■ **Work task**: Lines in the data below that contain the word "junction" are to be copied.

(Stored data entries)

::::

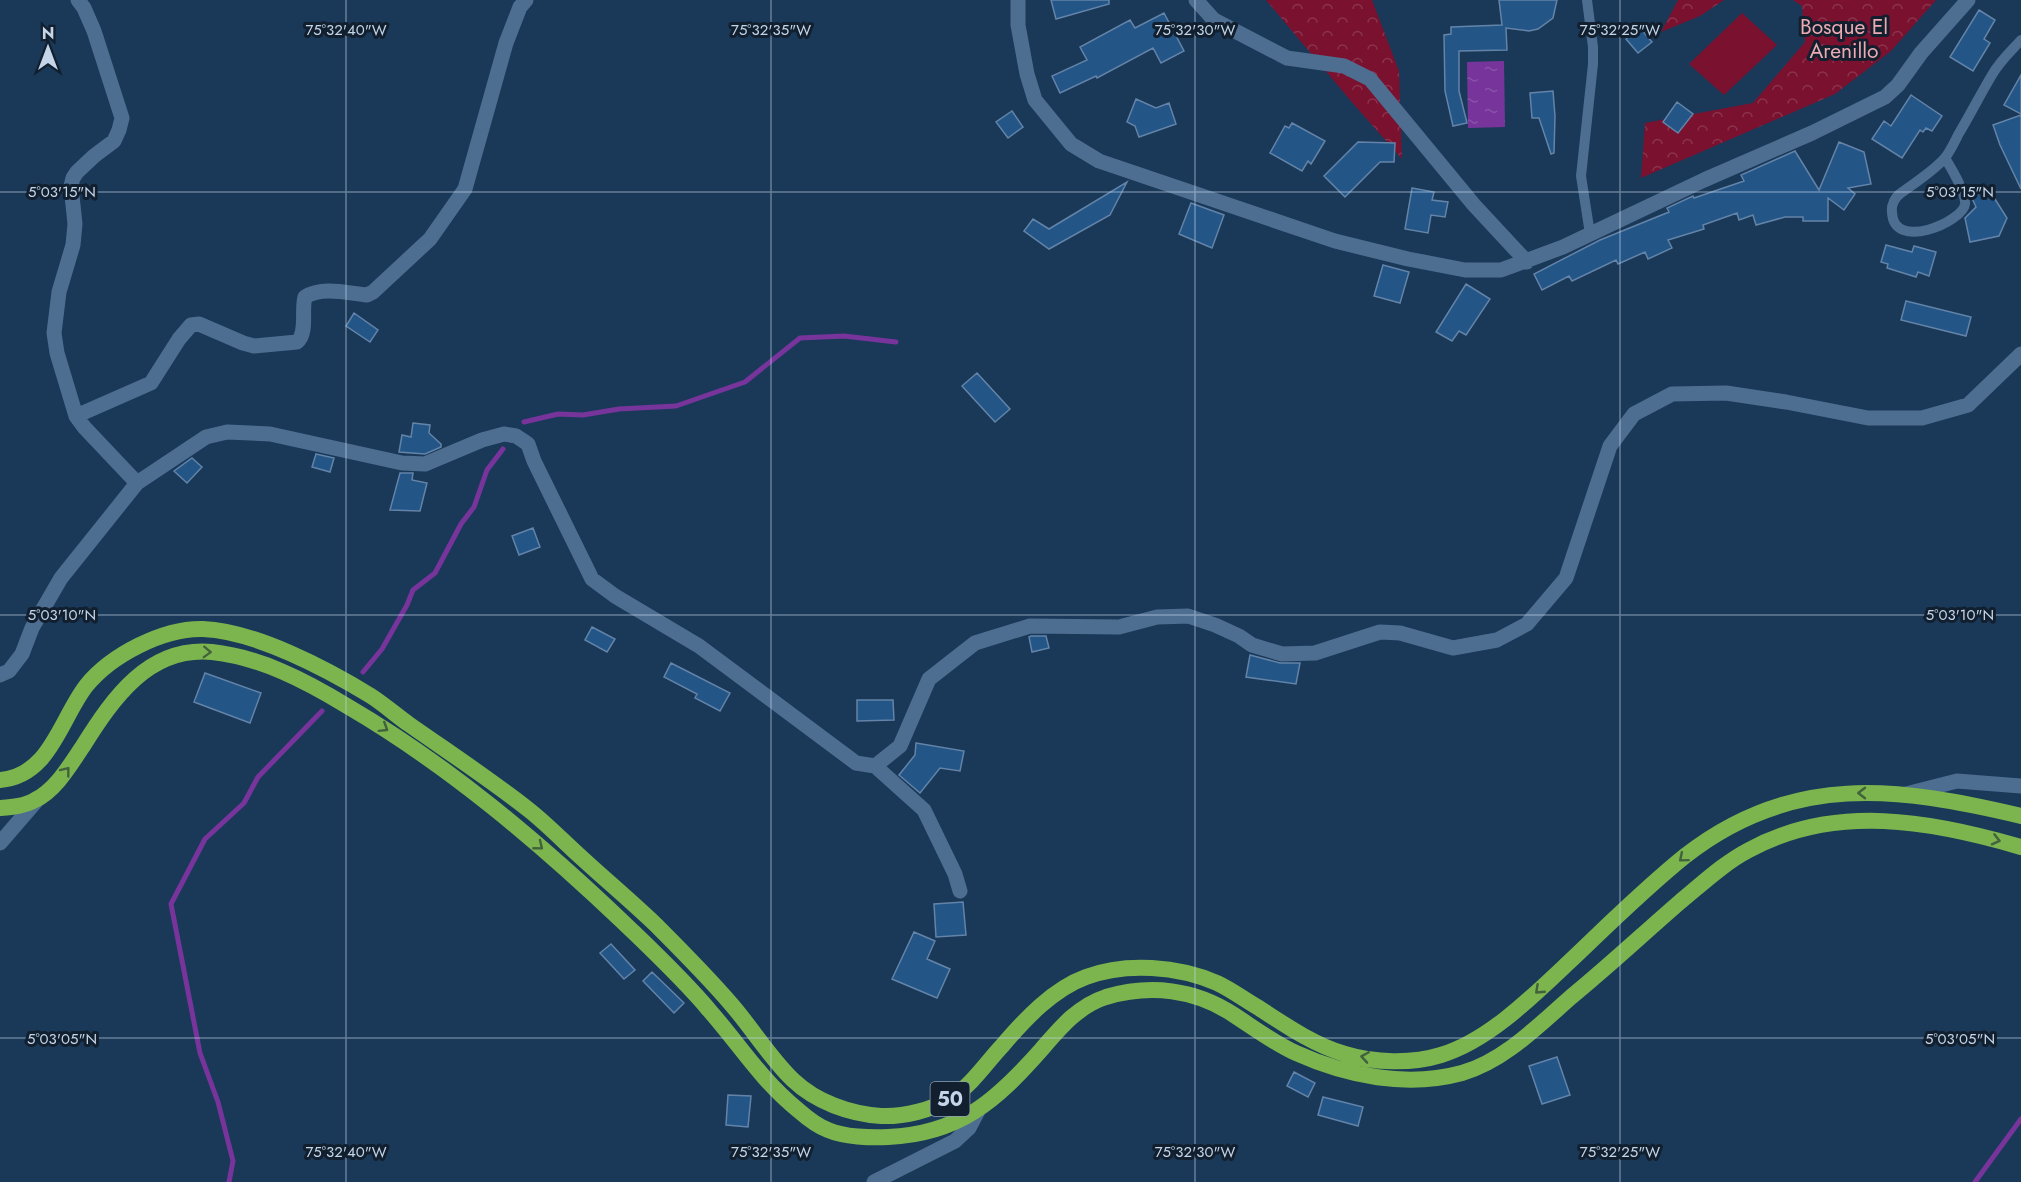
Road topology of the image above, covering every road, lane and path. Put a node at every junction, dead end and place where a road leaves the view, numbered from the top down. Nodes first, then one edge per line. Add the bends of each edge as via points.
1 (78, 0) edge
2 (526, 0) edge
3 (1018, 0) edge
4 (1196, 0) edge
5 (1587, 0) edge
6 (1968, 0) edge
7 (2021, 40) edge
8 (1945, 158) junction
9 (1590, 234) junction
10 (1527, 262) junction
11 (2021, 354) edge
12 (76, 416) junction
13 (137, 483) junction
14 (0, 675) edge
15 (875, 766) junction
16 (0, 780) edge
17 (2021, 786) edge
18 (1905, 795) junction
19 (38, 799) junction
20 (0, 808) edge
21 (2021, 816) edge
22 (0, 843) edge
23 (2021, 847) edge
24 (960, 891) dead end
25 (978, 1111) junction
26 (874, 1182) edge

1 - 12 street via 94,32 122,118 114,141 77,172 71,186 73,244 58,291 54,333
2 - 12 street via 506,43 465,189 430,239 373,292 312,292 302,305 302,333 297,342 254,346 199,324 192,325 151,383
3 - 10 street via 1018,25 1035,100 1071,144 1100,161 1335,241 1408,260 1465,270 1502,270
4 - 10 street via 1214,20 1287,58 1344,66 1370,79 1474,205
5 - 9 lane via 1593,64 1581,176
6 - 9 street via 1885,97
7 - 8 lane via 1994,72
8 - 8 lane via 1898,195 1892,218 1904,231 1940,226 1962,211 1964,196
9 - 10 street
11 - 15 street via 1968,405 1922,418 1868,418 1726,393 1672,394 1634,414 1610,446 1566,578 1527,624 1497,640 1453,648 1400,633 1380,632 1315,653 1282,654 1188,616 1157,617 1119,627 1030,626 975,643 929,679 900,746
12 - 13 street
13 - 14 street via 61,578 21,654 9,671
13 - 15 street via 190,446 227,432 270,434 402,463 425,464 492,436 516,436 528,444 592,579 699,646 856,763
15 - 24 street via 924,810
18 -> 16 highway, 50 via 1811,796 1774,805 1728,827 1687,854 1525,1004 1466,1046 1436,1057 1401,1061 1344,1054 1305,1036 1222,985 1191,974 1153,968 1114,970 1084,977 1058,992 951,1098 919,1111 885,1116 849,1111 819,1098 793,1080 730,1003 655,924 537,816 484,776 372,697 299,658 241,634 197,628 157,638 124,653 84,688 38,764 14,779
17 - 18 street via 1957,781
18 - 21 highway, 50 via 1947,799
19 - 20 highway, 50
19 - 22 street
19 -> 25 highway, 50 via 66,773 94,728 145,668 173,655 206,651 249,658 304,682 370,719 415,747 490,806 558,862 658,955 710,1010 779,1095 828,1130 885,1137 922,1133 947,1127
25 -> 23 highway, 50 via 1078,1011 1099,999 1147,989 1206,1000 1294,1052 1340,1069 1385,1079 1458,1074 1483,1065 1512,1046 1717,870 1749,849 1785,834 1833,822 1901,821
25 - 26 street via 969,1128 955,1141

::::

■ **Result for this task**:
Road topology of the image above, covering every road, lane and path. Put a node at every junction, dead end and place where a road leaves the view, numbered from the top down. Nodes first, then one edge per line. Add the bends of each edge as via points.
8 (1945, 158) junction
9 (1590, 234) junction
10 (1527, 262) junction
12 (76, 416) junction
13 (137, 483) junction
15 (875, 766) junction
18 (1905, 795) junction
19 (38, 799) junction
25 (978, 1111) junction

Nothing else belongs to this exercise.